American Diplomacy: Sixtieth-Anniversary Expanded Edition (Walgreen Foundation Lectures) by Kennan George F

American Diplomacy: Sixtieth-Anniversary Expanded Edition (Walgreen Foundation Lectures) by Kennan George F

Author:Kennan, George F. [Kennan, George F.]
Language: eng
Format: epub
Publisher: University of Chicago Press
Published: 2012-06-15T00:00:00+00:00


FIVE

World War II

THE CAMBRIDGE HISTORIAN, Herbert Butterfield, recently wrote: “Behind the great conflicts of mankind is a terrible human predicament which lies at the heart of the story: . . . Contemporaries fail to see the predicament or refuse to recognize its genuineness so that our knowledge of it comes from later analysis. It is only with the progress of historical science on a particular subject that men come really to recognize that there was a terrible knot almost beyond the ingenuity of man to untie.”1

I do not suppose that this was any more true of World War II than of any other great conflict. But the fact remains that it was a war poorly understood by the peoples who fought it on the democratic side, and particularly ourselves; and I am sure that this lack of understanding of what was involved in the conflict itself has much to do with the great bewilderment and trouble we seem now to be experiencing in our attempts to adjust ourselves to the situation it left in its train.

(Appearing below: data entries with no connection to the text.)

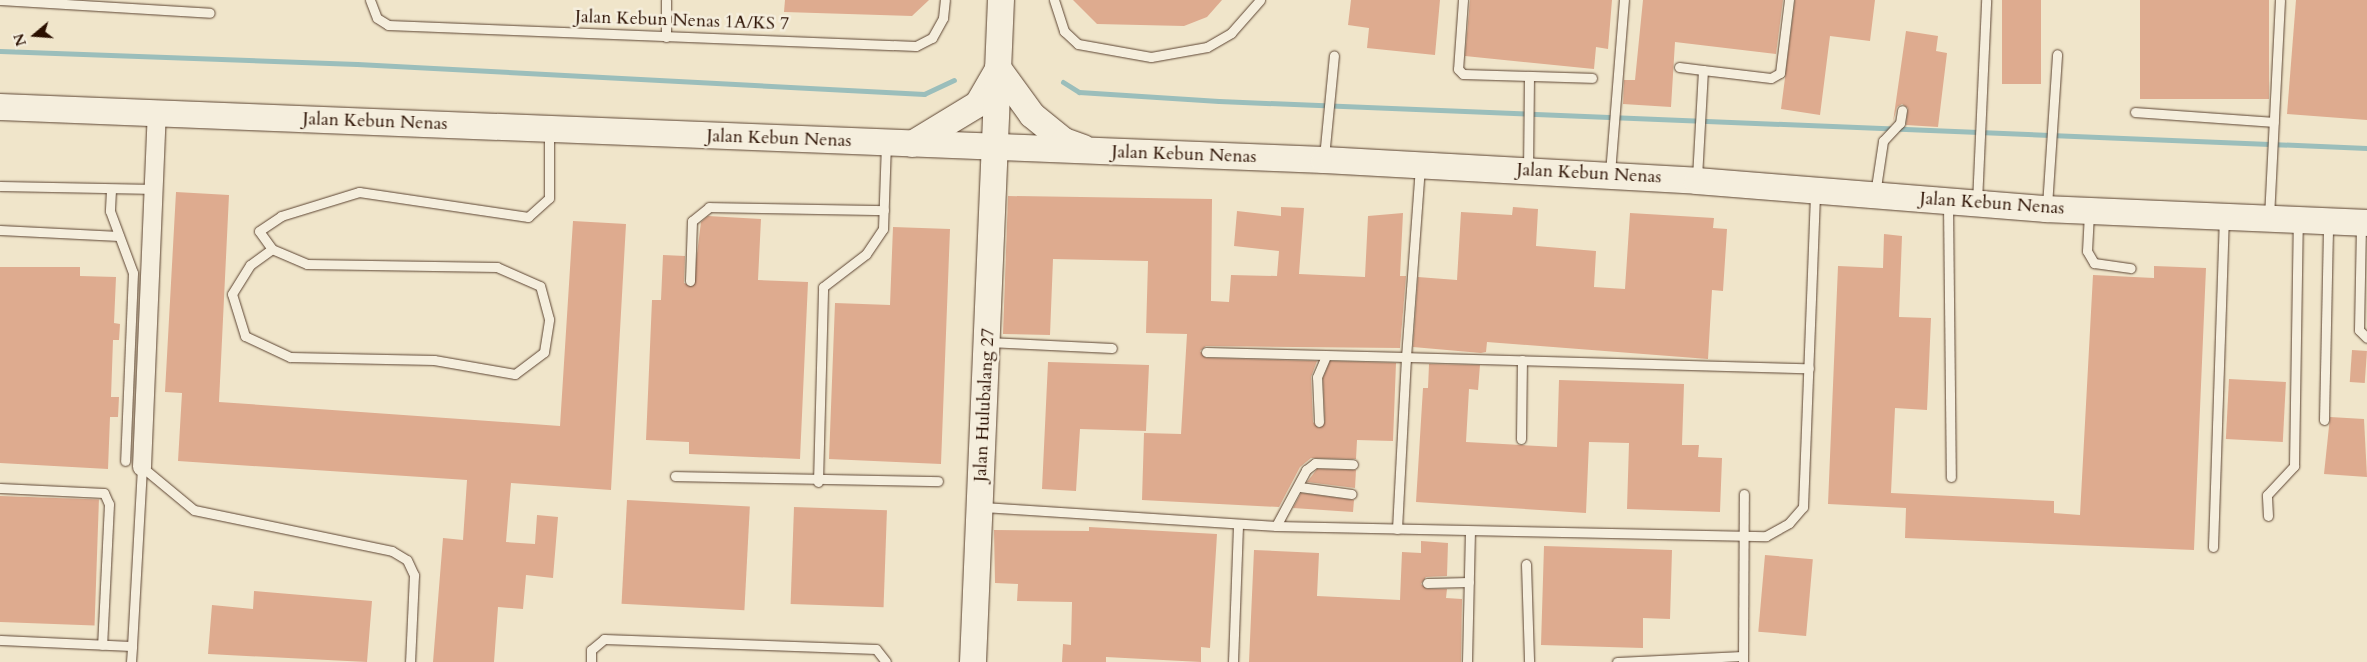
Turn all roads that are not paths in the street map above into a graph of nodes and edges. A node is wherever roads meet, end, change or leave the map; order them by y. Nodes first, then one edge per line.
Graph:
1 (0, 0) edge
2 (370, 0) edge
3 (666, 0) edge
4 (945, 0) edge
5 (1000, 0) edge
6 (1054, 0) edge
7 (1260, 0) edge
8 (1463, 0) edge
9 (1624, 0) edge
10 (1789, 0) edge
11 (1986, 0) edge
12 (2280, 0) edge
13 (210, 13) dead end
14 (666, 37) junction
15 (2057, 54) dead end
16 (1334, 55) dead end
17 (1680, 67) dead end
18 (1703, 70) junction
19 (1529, 76) junction
20 (1592, 78) dead end
21 (998, 79) junction
22 (0, 107) edge
23 (1902, 110) dead end
24 (2135, 112) dead end
25 (157, 113) junction
26 (2274, 122) junction
27 (549, 130) junction
28 (886, 143) junction
29 (912, 144) junction
30 (997, 148) junction
31 (1090, 151) junction
32 (1324, 160) junction
33 (1421, 164) junction
34 (1528, 170) junction
35 (1610, 176) junction
36 (1697, 181) junction
37 (0, 186) edge
38 (156, 189) junction
39 (1815, 189) junction
40 (111, 190) junction
41 (1874, 195) junction
42 (1948, 202) junction
43 (1977, 204) junction
44 (2046, 208) junction
45 (884, 210) junction
46 (2089, 211) junction
47 (2224, 218) junction
48 (2268, 219) junction
49 (2298, 220) junction
50 (2328, 222) junction
51 (2364, 223) edge
52 (0, 230) edge
53 (119, 236) junction
54 (272, 249) junction
55 (2131, 268) dead end
56 (690, 281) dead end
57 (2367, 338) edge
58 (988, 342) junction
59 (1112, 348) dead end
60 (1206, 352) dead end
61 (1406, 357) junction
62 (1325, 358) junction
63 (1522, 360) junction
64 (1809, 368) junction
65 (2324, 420) dead end
66 (1319, 422) dead end
67 (1521, 439) dead end
68 (125, 461) dead end
69 (1353, 464) dead end
70 (142, 467) junction
71 (675, 476) dead end
72 (1951, 477) dead end
73 (938, 481) dead end
74 (818, 482) junction
75 (1300, 487) junction
76 (0, 488) edge
77 (1352, 494) dead end
78 (1744, 494) dead end
79 (980, 507) junction
80 (2268, 516) dead end
81 (1238, 524) junction
82 (1276, 526) junction
83 (1397, 529) junction
84 (1470, 531) junction
85 (1741, 536) junction
86 (2213, 547) dead end
87 (1526, 564) dead end
88 (1469, 582) junction
89 (1427, 583) dead end
90 (0, 640) edge
91 (102, 645) junction
92 (132, 646) junction
93 (1743, 659) edge
94 (131, 662) edge
95 (410, 662) edge
96 (590, 662) edge
97 (886, 662) edge
98 (973, 662) edge
99 (1233, 662) edge
100 (1467, 662) edge
101 (1529, 662) edge
102 (1617, 662) edge

1 - 13 lane
2 - 14 lane, Jalan Kebun Nenas 1A/KS 7
3 - 14 lane
4 - 14 lane, Jalan Kebun Nenas 1A/KS 7
5 - 21 street, Jalan Hulubalang 27
6 - 7 lane
8 - 19 lane
9 - 35 lane
10 - 18 lane
11 - 43 lane
12 - 26 lane
15 - 44 lane
16 - 32 lane
17 - 18 lane
18 - 36 lane
19 - 20 lane
19 - 34 lane
21 - 29 street
21 - 30 street, Jalan Hulubalang 27
21 - 31 street
22 - 25 street, Jalan Kebun Nenas
23 - 41 lane
24 - 26 lane
25 - 27 street, Jalan Kebun Nenas
25 - 38 street
26 - 48 lane
27 - 28 street, Jalan Kebun Nenas
27 - 54 lane
28 - 29 street, Jalan Kebun Nenas
28 - 45 lane
29 - 30 street, Jalan Kebun Nenas
30 - 31 street, Jalan Kebun Nenas
30 - 58 street, Jalan Hulubalang 27
31 - 32 street, Jalan Kebun Nenas
32 - 33 street, Jalan Kebun Nenas
33 - 34 street, Jalan Kebun Nenas
33 - 61 lane
34 - 35 street, Jalan Kebun Nenas
35 - 36 street, Jalan Kebun Nenas
36 - 39 street, Jalan Kebun Nenas
37 - 40 lane
38 - 40 lane
38 - 70 street
39 - 41 street, Jalan Kebun Nenas
39 - 64 lane
40 - 53 lane
41 - 42 street, Jalan Kebun Nenas
42 - 43 street, Jalan Kebun Nenas
42 - 72 lane
43 - 44 street, Jalan Kebun Nenas
44 - 46 street, Jalan Kebun Nenas
45 - 56 lane
45 - 74 lane
46 - 47 street, Jalan Kebun Nenas
46 - 55 lane
47 - 48 street, Jalan Kebun Nenas
47 - 86 lane
48 - 49 street, Jalan Kebun Nenas
49 - 50 street, Jalan Kebun Nenas
49 - 80 lane
50 - 51 street, Jalan Kebun Nenas
50 - 65 lane
51 - 57 lane
52 - 53 lane
53 - 68 lane
54 - 54 lane
58 - 59 lane
58 - 79 street, Jalan Hulubalang 27
60 - 62 lane
61 - 62 lane
61 - 63 lane
61 - 83 lane
62 - 66 lane
63 - 64 lane
63 - 67 lane
64 - 85 lane
69 - 75 lane
70 - 92 lane
70 - 95 lane
71 - 74 lane
73 - 74 lane
75 - 77 lane
75 - 82 lane
76 - 91 lane
78 - 85 lane
79 - 81 lane
79 - 98 street, Jalan Hulubalang 27
81 - 82 lane
81 - 99 lane
82 - 83 lane
83 - 84 lane
84 - 85 lane
84 - 88 lane
85 - 93 lane
87 - 101 lane
88 - 89 lane
88 - 100 lane
90 - 91 lane
91 - 92 lane
92 - 94 lane
93 - 102 lane
96 - 97 lane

It occurs to me that perhaps the most helpful thing to understand about this recent war is the extent to which it was prejudiced, as a military encounter, before it was begun—the extent to which, you might say, it was not fully winnable.

Let me explain how this was. Before the war began the overwhelming portion of the world’s armed strength in land forces and air forces had accumulated in the hands of three political entities—Nazi Germany, Soviet Russia, and Imperial Japan. All these entities were deeply and dangerously hostile to the Western democracies. As things stood in the late thirties, if these three powers were to combine their efforts and stick together in a military enterprise, the remaining Western nations plainly had no hope of defeating them on the land mass of Europe and Asia, with the armaments at hand or even those in prospect. In Europe and Asia, Western democracy had become militarily outclassed. The world balance of power had turned decisively against it.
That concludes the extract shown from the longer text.